Work instruction :: In the entries below, every line that contains "ImageSurface" must be located and copied.

Data supplied ::
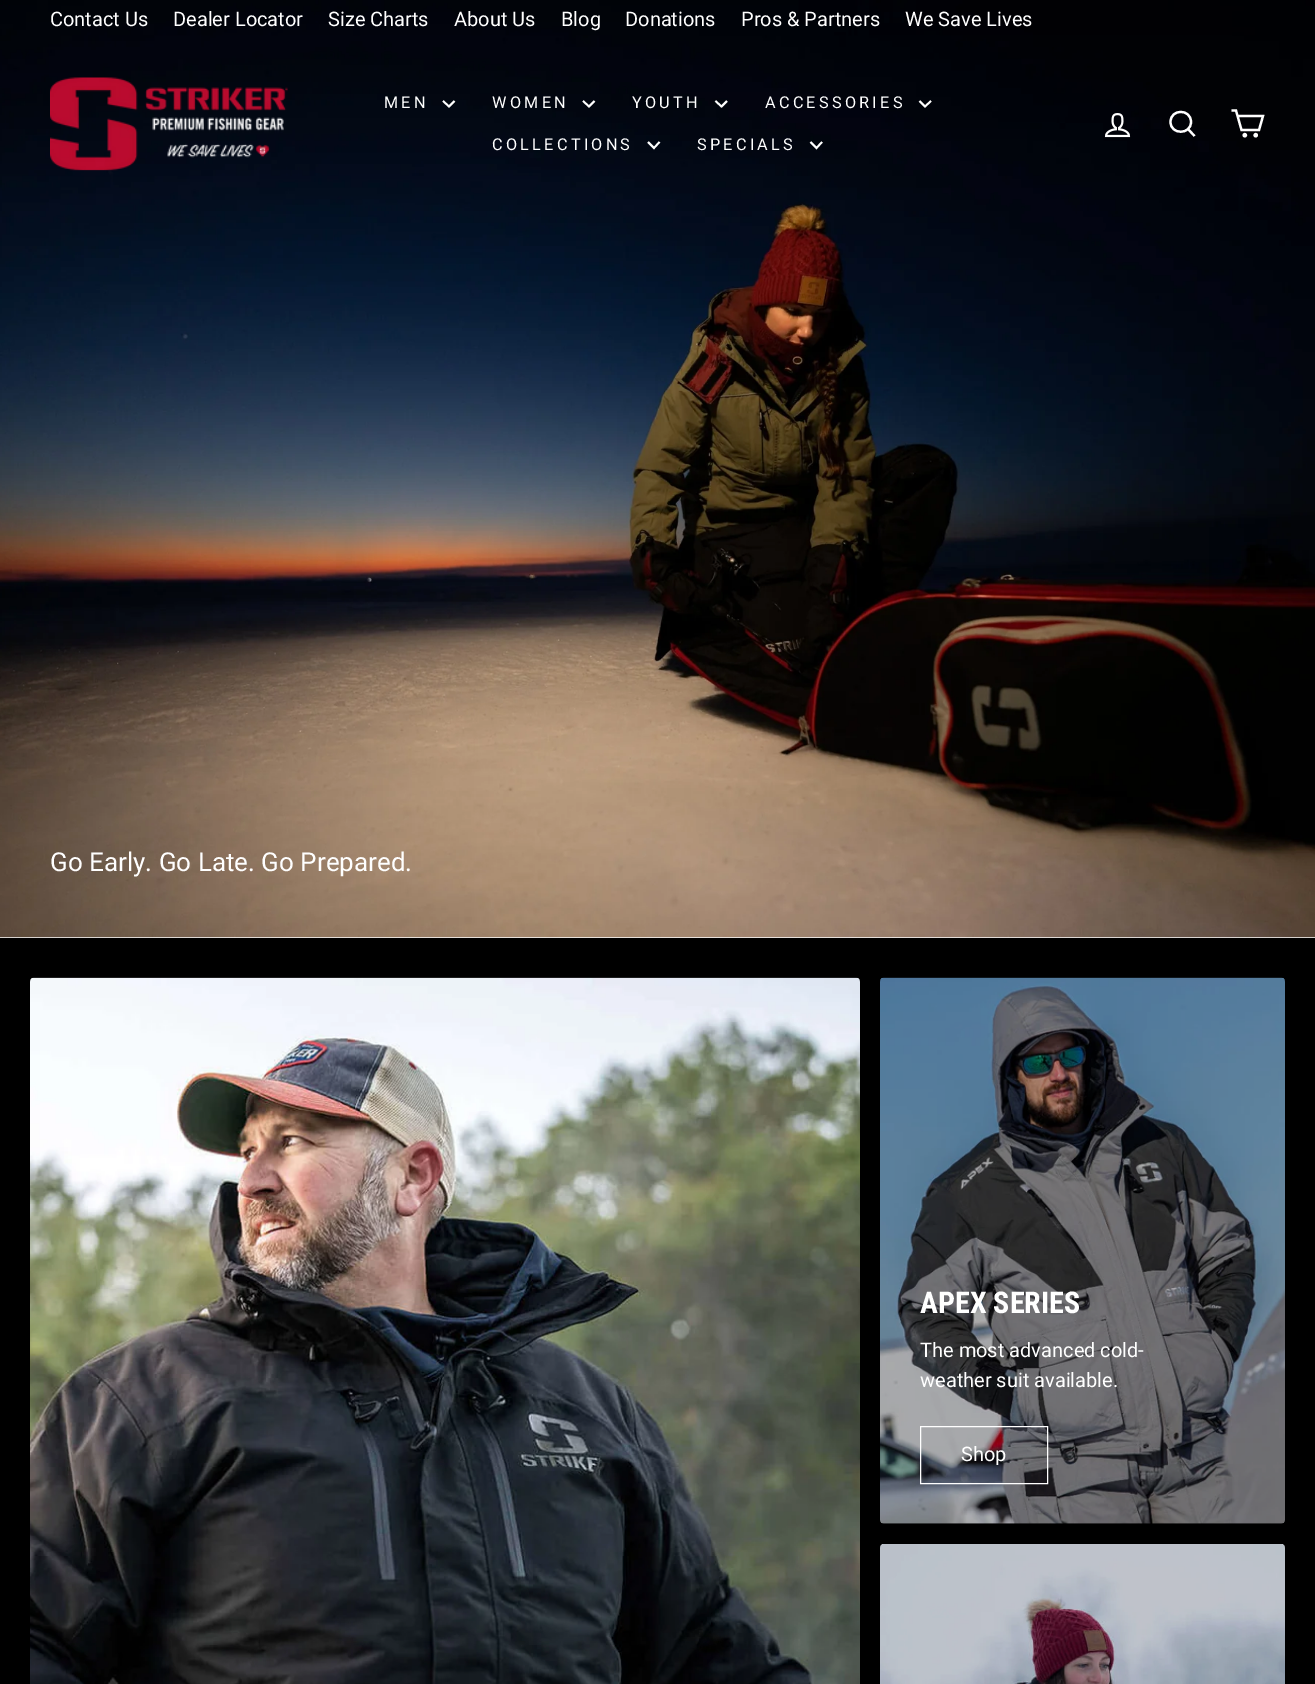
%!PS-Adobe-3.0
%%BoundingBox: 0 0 1315 1684
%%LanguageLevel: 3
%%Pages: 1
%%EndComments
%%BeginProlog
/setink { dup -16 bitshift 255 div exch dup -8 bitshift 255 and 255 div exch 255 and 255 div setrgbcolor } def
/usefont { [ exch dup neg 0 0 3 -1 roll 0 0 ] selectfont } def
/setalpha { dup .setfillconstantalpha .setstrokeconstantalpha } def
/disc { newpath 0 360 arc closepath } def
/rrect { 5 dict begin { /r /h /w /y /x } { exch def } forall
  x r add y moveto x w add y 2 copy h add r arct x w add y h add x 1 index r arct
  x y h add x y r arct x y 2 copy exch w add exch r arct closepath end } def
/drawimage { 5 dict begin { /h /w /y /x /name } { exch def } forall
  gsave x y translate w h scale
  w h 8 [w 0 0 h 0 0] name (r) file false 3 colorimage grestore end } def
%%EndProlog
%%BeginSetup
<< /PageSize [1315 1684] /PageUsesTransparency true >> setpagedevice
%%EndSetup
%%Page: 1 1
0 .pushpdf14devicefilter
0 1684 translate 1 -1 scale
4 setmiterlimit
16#FFFFFF setink
0 0 1315 1684 rectfill
(img3.raw) 0 0 1315 938 drawimage
/Roboto-Regular 20 usefont
[
    [(Contact Us) 50 26]
    [(Dealer Locator) 173 26]
    [(Size Charts) 328 26]
    [(About Us) 454 26]
    [(Blog) 561 26]
    [(Donations) 625 26]
    [(Pros & Partners) 741 26]
    [(We Save Lives) 905 26]
] { aload pop moveto show } forall
(img1.raw) 50 77 238 94 drawimage
/Roboto-Regular 16.25 usefont
384 108 moveto 3.25 0 (MEN) ashow
1.8 setlinewidth
443 101 moveto 449 106.5 lineto 454.5 101 lineto stroke
492 108 moveto 3.25 0 (WOMEN) ashow
583 101 moveto 589 106.5 lineto 594.5 101 lineto stroke
632 108 moveto 3.25 0 (YOUTH) ashow
715.5 101 moveto 721.5 106.5 lineto 727 101 lineto stroke
765 108 moveto 3.25 0 (ACCESSORIES) ashow
919.5 101 moveto 925 106.5 lineto 931 101 lineto stroke
492 150 moveto 3.25 0 (COLLECTIONS) ashow
648 142 moveto 654 148 lineto 659.5 142 lineto stroke
697 150 moveto 3.25 0 (SPECIALS) ashow
810.5 142 moveto 816.5 148 lineto 822 142 lineto stroke
(img2.raw) 1104 113 27 25 drawimage
2.2 setlinewidth
1191 122 moveto 1191 135 1170.5 135 1170.5 122 curveto 1170.5 108.5 1191 108.5 1191 122 curveto closepath 1194.5 136 moveto 1188 129 lineto stroke
1237.5 116 moveto 1263 116 lineto 1259 130 lineto 1241.5 130 lineto 1236 110.5 lineto 1231.5 110.5 lineto stroke
1244.8 135.2 1.1 disc stroke
1255.7 135.2 1.1 disc stroke
/Roboto-Regular 26 usefont
50 871 moveto (Go Early. Go Late. Go Prepared.) show
16#000000 setink
0 938 1315 746 rectfill
(img4.raw) 30 977 830 707 drawimage
(img5.raw) 880 977 405 547 drawimage
0.3 setalpha
880 978 405 546 4 rrect fill
/RobotoCondensed-Bold 30 usefont
1 setalpha
16#FFFFFF setink
920 1313 moveto (APEX SERIES) show
/Roboto-Regular 20 usefont
920 1357 moveto (The most advanced cold-) show
920 1387 moveto (weather suit available.) show
1 setlinewidth
920.5 1426.5 127 57 rectstroke
961 1461 moveto (Shop) show
(img6.raw) 880 1544 405 140 drawimage
0.2 setalpha
16#000000 setink
880 1544 405 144 4 rrect fill
.poppdf14devicefilter showpage
%%EOF
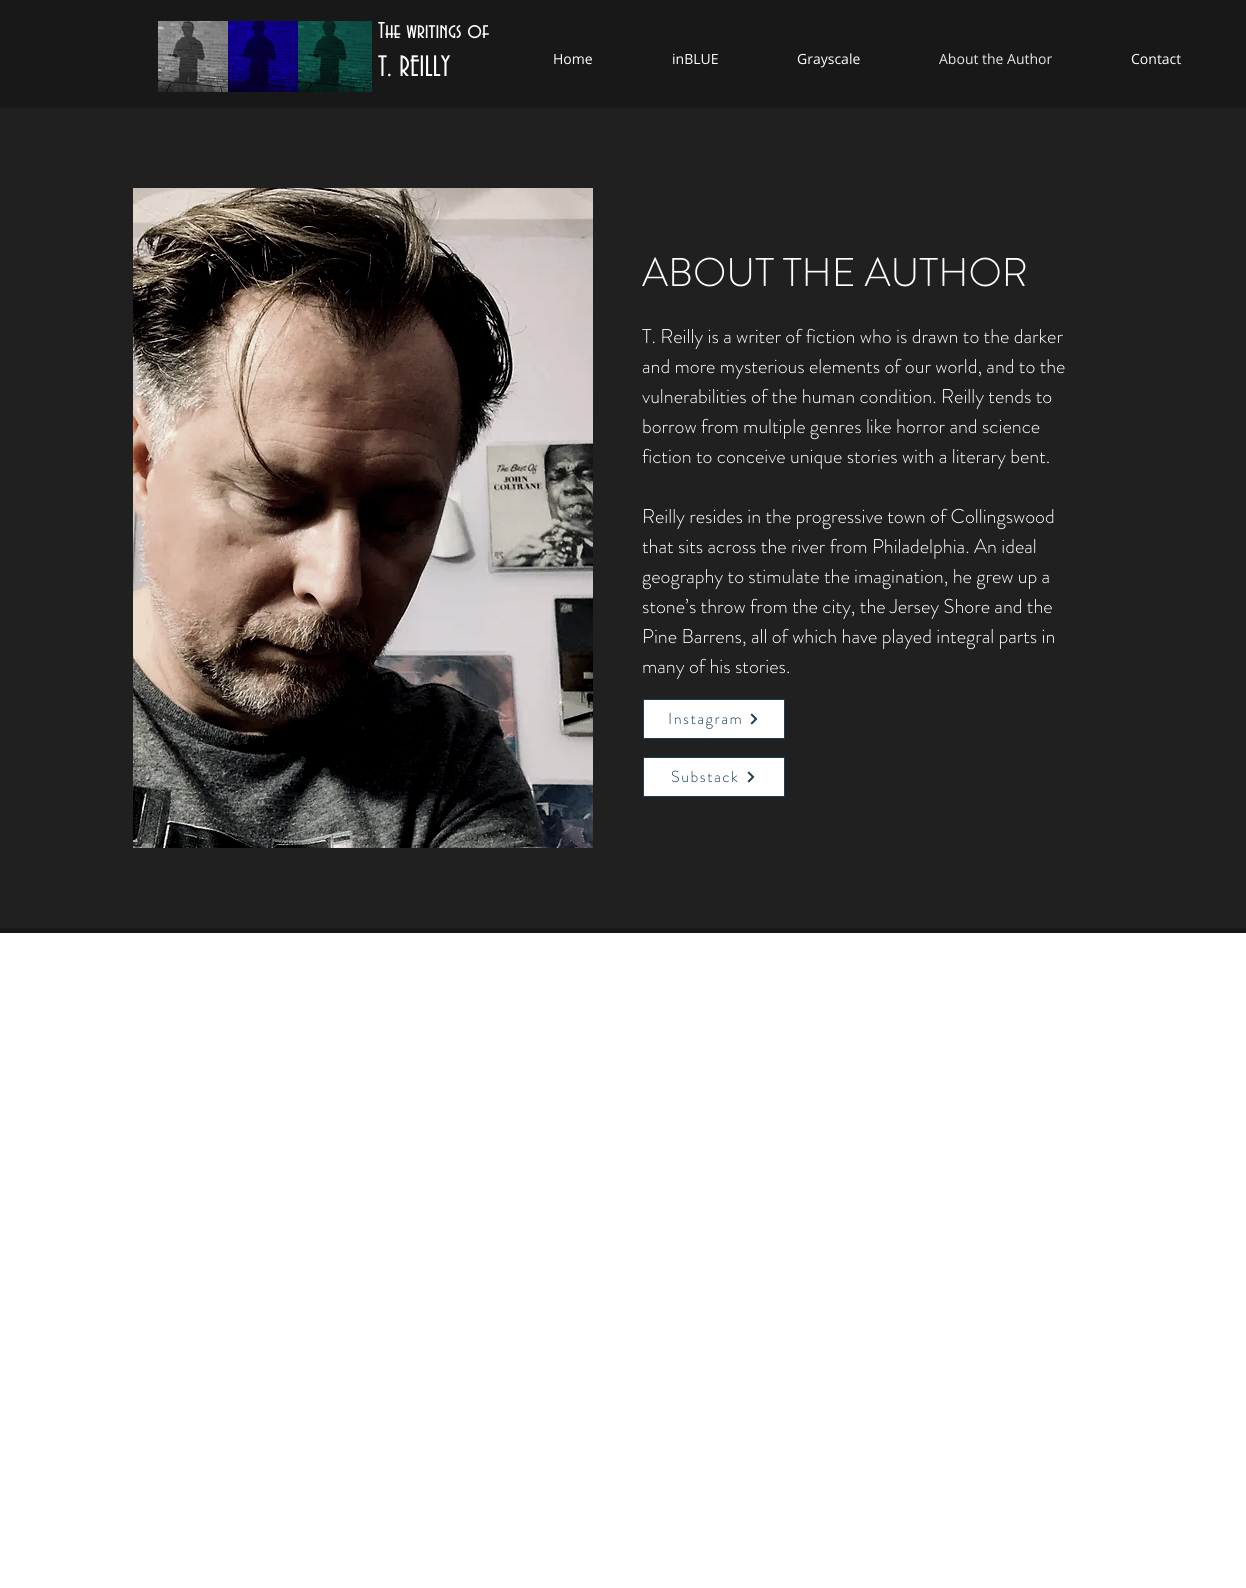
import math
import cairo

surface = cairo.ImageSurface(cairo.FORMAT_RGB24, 1246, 1588)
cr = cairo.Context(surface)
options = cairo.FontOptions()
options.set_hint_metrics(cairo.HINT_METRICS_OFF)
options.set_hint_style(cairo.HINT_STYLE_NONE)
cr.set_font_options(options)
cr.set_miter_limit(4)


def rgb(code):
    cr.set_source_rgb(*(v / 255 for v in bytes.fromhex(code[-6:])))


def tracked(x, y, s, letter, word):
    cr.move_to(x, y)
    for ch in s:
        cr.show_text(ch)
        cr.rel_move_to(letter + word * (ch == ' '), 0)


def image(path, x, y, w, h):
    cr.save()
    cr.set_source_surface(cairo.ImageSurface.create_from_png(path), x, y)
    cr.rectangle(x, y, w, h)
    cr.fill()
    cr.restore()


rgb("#ffffff")
cr.paint()
rgb("#181818")
cr.rectangle(0, 0, 1246, 108)
cr.fill()
image("img/1.png", 158, 21, 70, 71)
image("img/2.png", 228, 21, 70, 71)
image("img/3.png", 298, 21, 74, 71)
rgb("#202020")
cr.rectangle(0, 108, 1246, 820)
cr.fill()
image("img/4.png", 133, 188, 460, 660)
rgb("#ffffff")
cr.rectangle(643.5, 699.5, 141, 39)
cr.fill_preserve()
rgb("#194056")
cr.set_line_width(1)
cr.stroke()
image("img/5.png", 750, 713, 8, 12)
rgb("#ffffff")
cr.rectangle(643.5, 757.5, 141, 39)
cr.fill_preserve()
rgb("#194056")
cr.stroke()
image("img/5.png", 747, 771, 8, 12)
rgb("#181818")
cr.rectangle(0, 928, 1246, 5)
cr.fill()
cr.select_font_face("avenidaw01")
cr.set_font_size(24)
rgb("#ffffff")
cr.move_to(378, 38)
cr.show_text("The writings of")
cr.set_font_size(31)
cr.move_to(378, 76)
cr.show_text("T. REILLY")
cr.select_font_face("Open Sans")
cr.set_font_size(14)
for x, y, s in [
    (553, 64, "Home"),
    (672, 64, "inBLUE"),
    (797, 64, "Grayscale"),
]:
    cr.move_to(x, y)
    cr.show_text(s)
rgb("#e7e7e7")
cr.move_to(939, 64)
cr.show_text("About the Author")
rgb("#ffffff")
cr.move_to(1131, 64)
cr.show_text("Contact")
cr.select_font_face("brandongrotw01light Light")
cr.set_font_size(40)
cr.move_to(642, 286)
cr.show_text("ABOUT THE AUTHOR")
cr.set_font_size(20)
for x, y, s in [
    (642, 343, "T. Reilly is a writer of fiction who is drawn to the darker"),
    (642, 373, "and more mysterious elements of our world, and to the"),
    (642, 403, "vulnerabilities of the human condition. Reilly tends to"),
    (642, 433, "borrow from multiple genres like horror and science"),
    (642, 463, "fiction to conceive unique stories with a literary bent."),
    (642, 523, "Reilly resides in the progressive town of Collingswood"),
    (642, 553, "that sits across the river from Philadelphia. An ideal"),
    (642, 583, "geography to stimulate the imagination, he grew up a"),
    (642, 613, "stone’s throw from the city, the Jersey Shore and the"),
    (642, 643, "Pine Barrens, all of which have played integral parts in"),
    (642, 673, "many of his stories."),
]:
    cr.move_to(x, y)
    cr.show_text(s)
cr.set_font_size(16)
rgb("#194056")
tracked(668, 724, "Instagram", 1.5, 0)
tracked(671, 782, "Substack", 1.5, 0)
surface.write_to_png("page.png")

Expected output ::
surface = cairo.ImageSurface(cairo.FORMAT_RGB24, 1246, 1588)
    cr.set_source_surface(cairo.ImageSurface.create_from_png(path), x, y)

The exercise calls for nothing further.